WHAT YOU NEED TO DO:
Some lines in the entries contain the word "hand". Copy all of them.

-- INPUT MATERIAL follows --

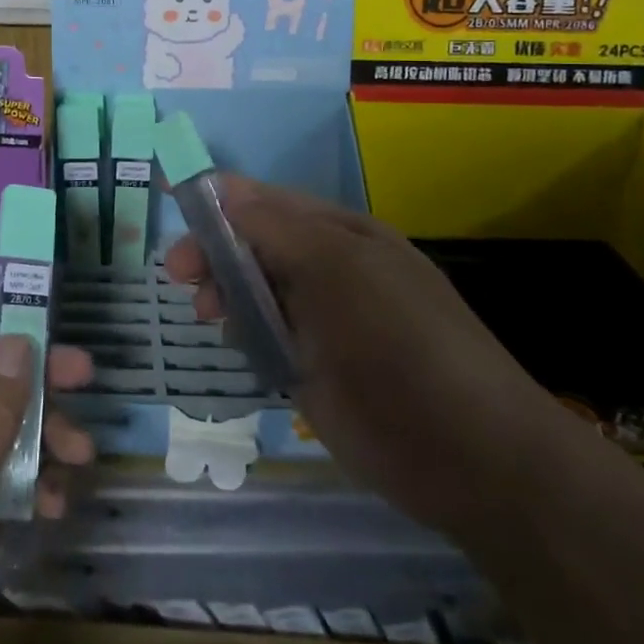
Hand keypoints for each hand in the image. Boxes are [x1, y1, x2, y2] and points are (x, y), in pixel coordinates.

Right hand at [164, 177, 559, 534]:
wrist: (470, 455)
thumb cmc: (401, 343)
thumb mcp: (338, 267)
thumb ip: (275, 228)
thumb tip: (222, 189)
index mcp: (340, 234)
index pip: (267, 202)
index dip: (220, 201)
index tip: (173, 207)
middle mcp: (328, 270)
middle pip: (254, 244)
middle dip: (214, 251)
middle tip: (179, 275)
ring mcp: (320, 321)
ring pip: (254, 290)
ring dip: (223, 292)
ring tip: (205, 314)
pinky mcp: (311, 368)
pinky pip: (262, 336)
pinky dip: (240, 332)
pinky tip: (232, 344)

-- INPUT MATERIAL concluded --

RESPONSE BOX:
Hand keypoints for each hand in the image. Boxes are [x1, y1, x2, y2] and points are (x, y), in pixel coordinates.
Right hand at [164, 177, 559, 534]:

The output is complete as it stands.